▸ WORK TO COMPLETE
Word for word, restate the entries below, but exclude the images.

▸ AVAILABLE DATA

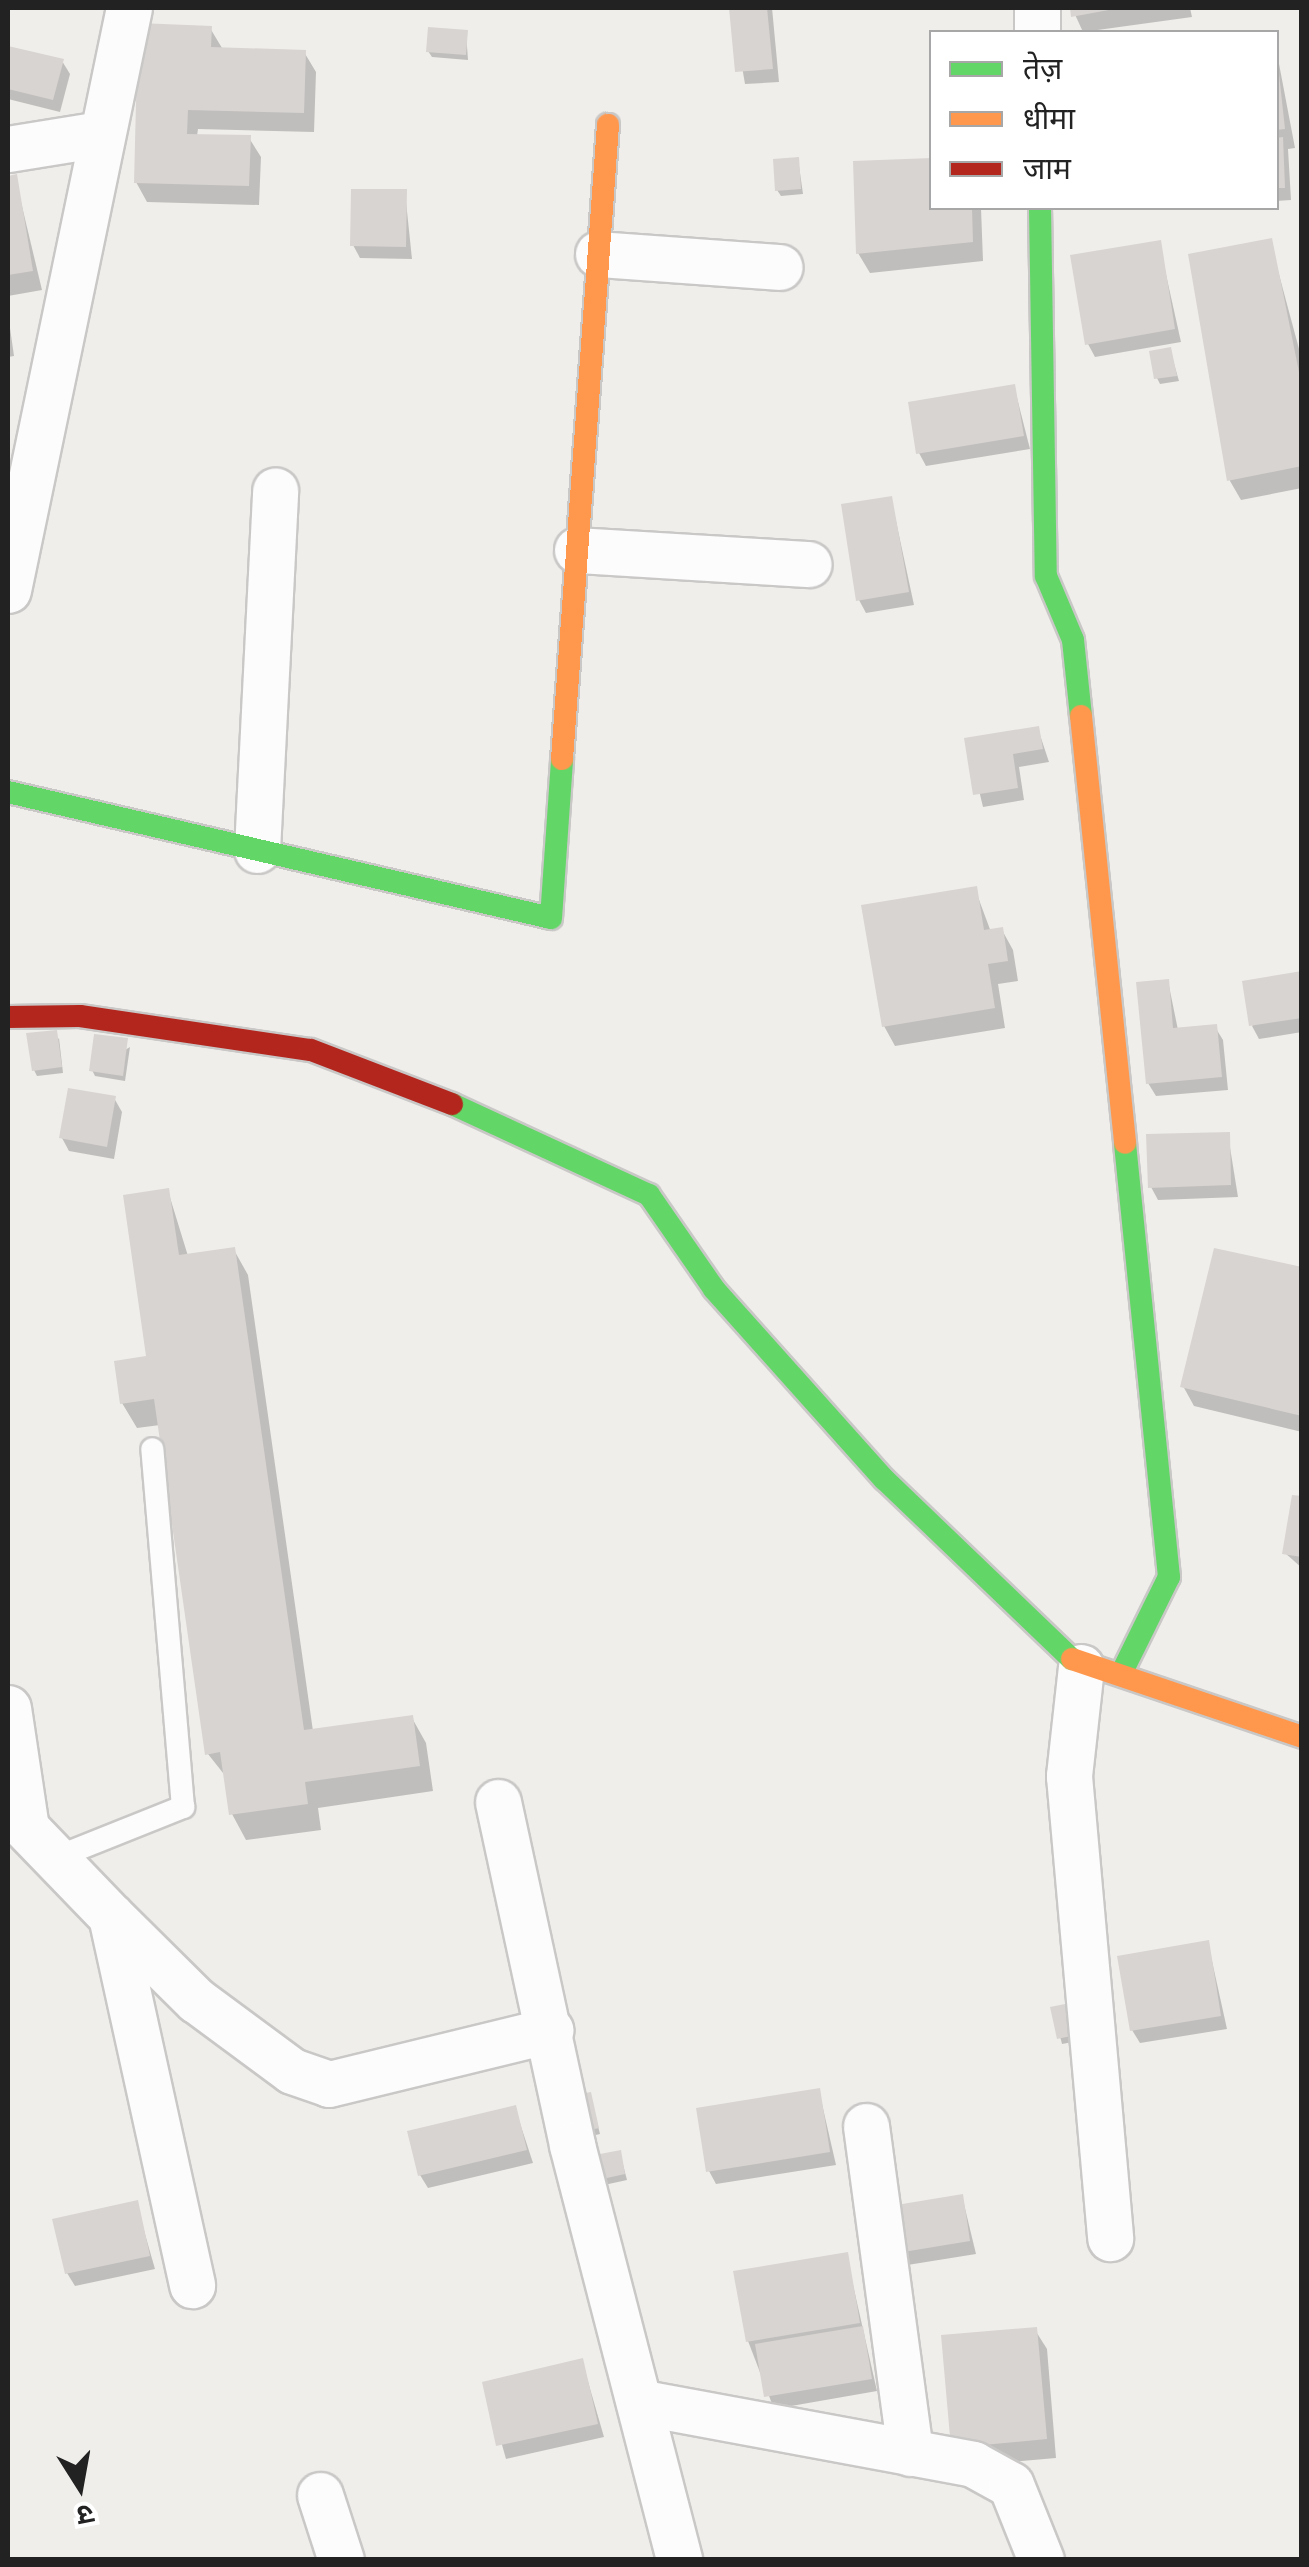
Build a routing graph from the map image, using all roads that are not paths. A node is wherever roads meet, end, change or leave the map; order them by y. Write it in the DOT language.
graph roads {
  1 [pos="129,8"];
  2 [pos="608,124"];
  3 [pos="101,134"];
  4 [pos="8,149"];
  5 [pos="1040,210"];
  6 [pos="598,254"];
  7 [pos="780,267"];
  8 [pos="275,490"];
  9 [pos="577,550"];
  10 [pos="809,564"];
  11 [pos="9,583"];
  12 [pos="8,792"];
  13 [pos="258,850"];
  14 [pos="8,1018"];
  15 [pos="152,1448"];
  16 [pos="1102,1669"];
  17 [pos="8,1708"];
  18 [pos="1302,1737"];
  19 [pos="498,1802"];
  20 [pos="58,1856"];
  21 [pos="111,1916"];
  22 [pos="550,2030"];
  23 [pos="866,2126"];
  24 [pos="1110,2238"];
  25 [pos="192,2285"];
  26 [pos="639,2402"];
  27 [pos="910,2452"];
  28 [pos="320,2494"];
  29 [pos="341,2560"];
  30 [pos="678,2560"];
  31 [pos="1041,2560"];
  1 -- 3 [label="street"];
  2 -- 6 [label="street"];
  3 -- 4 [label="street"];
  3 -- 11 [label="street"];
  5 -- 16 [label="street"];
  6 -- 7 [label="street"];
  6 -- 9 [label="street"];
  8 -- 13 [label="street"];
  9 -- 10 [label="street"];
  9 -- 13 [label="street"];
  12 -- 13 [label="street"];
  14 -- 16 [label="street"];
  15 -- 20 [label="lane"];
  16 -- 18 [label="street"];
  16 -- 24 [label="street"];
  17 -- 20 [label="street"];
  19 -- 22 [label="street"];
  20 -- 21 [label="street"];
  21 -- 22 [label="street"];
  21 -- 25 [label="street"];
  22 -- 26 [label="street"];
  23 -- 27 [label="street"];
  26 -- 27 [label="street"];
  26 -- 30 [label="street"];
  27 -- 31 [label="street"];
  28 -- 29 [label="street"];
}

▸ RESPONSE TO THE TASK
Build a routing graph from the map image, using all roads that are not paths. A node is wherever roads meet, end, change or leave the map; order them by y. Write it in the DOT language.
graph roads {
  1 [pos="129,8"];
  2 [pos="608,124"];
  3 [pos="101,134"];
  4 [pos="8,149"];
  5 [pos="1040,210"];
  6 [pos="598,254"];
  7 [pos="780,267"];
  8 [pos="275,490"];
  9 [pos="577,550"];
  10 [pos="809,564"];
  11 [pos="9,583"];
  12 [pos="8,792"];
  13 [pos="258,850"];
  14 [pos="8,1018"];
  15 [pos="152,1448"];
  16 [pos="1102,1669"];
  17 [pos="8,1708"];
  18 [pos="1302,1737"];
  19 [pos="498,1802"];
  20 [pos="58,1856"];
  21 [pos="111,1916"];
  22 [pos="550,2030"];
  23 [pos="866,2126"];
  24 [pos="1110,2238"];
  25 [pos="192,2285"];
  26 [pos="639,2402"];
  27 [pos="910,2452"];
  28 [pos="320,2494"];
  29 [pos="341,2560"];
  30 [pos="678,2560"];
  31 [pos="1041,2560"];
  1 -- 3 [label="street"];
  2 -- 6 [label="street"];
  3 -- 4 [label="street"];
  3 -- 11 [label="street"];
  5 -- 16 [label="street"];
  6 -- 7 [label="street"];
  6 -- 9 [label="street"];
  8 -- 13 [label="street"];
  9 -- 10 [label="street"];
  9 -- 13 [label="street"];
  12 -- 13 [label="street"];
  14 -- 16 [label="street"];
  15 -- 20 [label="lane"];
  16 -- 18 [label="street"];
  16 -- 24 [label="street"];
  17 -- 20 [label="street"];
  19 -- 22 [label="street"];
  20 -- 21 [label="street"];
  21 -- 22 [label="street"];
  21 -- 25 [label="street"];
  22 -- 26 [label="street"];
  23 -- 27 [label="street"];
  26 -- 27 [label="street"];
  26 -- 30 [label="street"];
  27 -- 31 [label="street"];
  28 -- 29 [label="street"];
}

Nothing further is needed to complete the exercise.